Conceptual Captions is a dataset containing (image-URL, caption) pairs designed for the training and evaluation of machine learned image captioning systems.

License: Other

Dockerfile 5.82% Python 40.36% Shell 53.82%

conceptual-captions's Issues

Download broken?

It seems that something is broken on the website. The buttons / links do not work for me.

These download links are not working when I'm trying to download over the terminal, could you please help me with this or could you provide direct links or any other snippet to do so,
Thanks in advance.

[Download link broken]

Hi, I find the downloading link is broken and "save as link" cannot work too....

Only ~2m out of ~3m links are working currently. It is CC2M now!

Validation data - Access denied

I was able to download the training split but Not able to download validation split. Got this message
Anonymous caller does not have storage.objects.get access to gcc-data/Validation/GCC-Validation.tsv.

Can I get captioned wild animals image dataset ?

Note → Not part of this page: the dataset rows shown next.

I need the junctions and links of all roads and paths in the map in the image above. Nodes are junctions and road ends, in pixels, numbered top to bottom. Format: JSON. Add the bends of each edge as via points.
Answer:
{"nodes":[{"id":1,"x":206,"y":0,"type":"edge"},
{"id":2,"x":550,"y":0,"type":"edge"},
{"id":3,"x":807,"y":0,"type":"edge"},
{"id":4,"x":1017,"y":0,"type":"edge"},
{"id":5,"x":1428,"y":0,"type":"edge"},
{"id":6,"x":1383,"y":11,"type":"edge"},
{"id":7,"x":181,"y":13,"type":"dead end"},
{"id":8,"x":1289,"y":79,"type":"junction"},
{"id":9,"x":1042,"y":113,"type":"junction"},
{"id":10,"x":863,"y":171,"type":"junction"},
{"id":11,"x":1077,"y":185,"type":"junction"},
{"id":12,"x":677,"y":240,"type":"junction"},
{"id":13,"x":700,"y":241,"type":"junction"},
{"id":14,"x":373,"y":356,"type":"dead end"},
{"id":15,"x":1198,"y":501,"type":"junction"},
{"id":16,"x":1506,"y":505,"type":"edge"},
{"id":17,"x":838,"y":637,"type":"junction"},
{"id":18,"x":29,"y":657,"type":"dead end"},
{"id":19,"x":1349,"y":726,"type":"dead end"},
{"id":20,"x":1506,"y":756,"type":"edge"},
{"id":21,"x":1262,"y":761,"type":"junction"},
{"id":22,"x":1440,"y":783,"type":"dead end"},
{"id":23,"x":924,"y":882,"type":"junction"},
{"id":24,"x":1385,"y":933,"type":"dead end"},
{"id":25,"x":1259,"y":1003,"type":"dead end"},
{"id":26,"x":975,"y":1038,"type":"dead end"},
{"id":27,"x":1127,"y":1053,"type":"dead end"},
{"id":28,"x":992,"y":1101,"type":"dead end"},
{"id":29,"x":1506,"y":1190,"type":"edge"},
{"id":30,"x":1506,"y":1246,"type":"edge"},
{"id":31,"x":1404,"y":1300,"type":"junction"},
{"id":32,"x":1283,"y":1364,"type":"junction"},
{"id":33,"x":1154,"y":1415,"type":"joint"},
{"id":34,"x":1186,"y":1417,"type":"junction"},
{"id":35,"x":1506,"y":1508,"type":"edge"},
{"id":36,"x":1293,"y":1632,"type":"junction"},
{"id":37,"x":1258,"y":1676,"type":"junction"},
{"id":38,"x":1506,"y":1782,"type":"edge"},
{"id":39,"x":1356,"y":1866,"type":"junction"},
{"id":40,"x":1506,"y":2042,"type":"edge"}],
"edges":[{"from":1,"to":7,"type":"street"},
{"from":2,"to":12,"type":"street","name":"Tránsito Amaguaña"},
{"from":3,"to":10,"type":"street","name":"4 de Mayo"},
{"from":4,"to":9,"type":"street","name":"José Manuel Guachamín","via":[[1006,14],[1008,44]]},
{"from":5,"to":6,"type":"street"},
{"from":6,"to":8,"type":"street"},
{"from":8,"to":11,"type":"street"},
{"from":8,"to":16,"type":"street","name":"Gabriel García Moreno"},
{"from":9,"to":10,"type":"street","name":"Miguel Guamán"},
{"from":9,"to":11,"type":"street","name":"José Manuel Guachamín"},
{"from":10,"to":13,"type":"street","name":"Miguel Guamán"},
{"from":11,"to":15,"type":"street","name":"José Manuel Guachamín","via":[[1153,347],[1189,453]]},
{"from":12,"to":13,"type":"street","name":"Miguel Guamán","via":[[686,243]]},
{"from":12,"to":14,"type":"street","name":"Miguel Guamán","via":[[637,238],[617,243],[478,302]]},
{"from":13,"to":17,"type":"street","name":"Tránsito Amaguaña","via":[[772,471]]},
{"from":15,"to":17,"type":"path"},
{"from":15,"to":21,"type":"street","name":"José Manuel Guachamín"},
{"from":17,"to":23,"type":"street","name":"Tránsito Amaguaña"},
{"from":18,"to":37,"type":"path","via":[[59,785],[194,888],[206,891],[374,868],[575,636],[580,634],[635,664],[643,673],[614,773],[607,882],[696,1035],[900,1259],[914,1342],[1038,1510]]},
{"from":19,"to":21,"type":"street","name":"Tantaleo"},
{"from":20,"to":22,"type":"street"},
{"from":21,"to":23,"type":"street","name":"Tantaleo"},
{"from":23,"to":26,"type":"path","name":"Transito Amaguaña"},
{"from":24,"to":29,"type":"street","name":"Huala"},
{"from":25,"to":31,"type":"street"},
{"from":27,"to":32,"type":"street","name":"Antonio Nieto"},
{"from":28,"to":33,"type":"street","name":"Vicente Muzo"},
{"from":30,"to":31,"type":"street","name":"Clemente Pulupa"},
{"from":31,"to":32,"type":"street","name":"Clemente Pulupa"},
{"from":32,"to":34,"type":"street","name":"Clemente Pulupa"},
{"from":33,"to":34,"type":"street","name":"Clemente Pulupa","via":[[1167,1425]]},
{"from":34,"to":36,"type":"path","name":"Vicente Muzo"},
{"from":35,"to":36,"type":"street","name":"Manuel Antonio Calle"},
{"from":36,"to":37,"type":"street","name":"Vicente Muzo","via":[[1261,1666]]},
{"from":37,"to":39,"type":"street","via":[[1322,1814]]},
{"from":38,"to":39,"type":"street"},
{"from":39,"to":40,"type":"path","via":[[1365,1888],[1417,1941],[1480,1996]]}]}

Download of the dataset is not working

Hello is the link for the training split of the dataset operating? I am in South Korea and it is not working

Any code for downloading the dataset?

Thank you for your great work.
Can you provide any example code for download images by urls from the tsv files? Some url can not be downloaded by urllib in python (IOError: [Errno socket error] [Errno 110] Connection timed out). But I can see the images in the browser.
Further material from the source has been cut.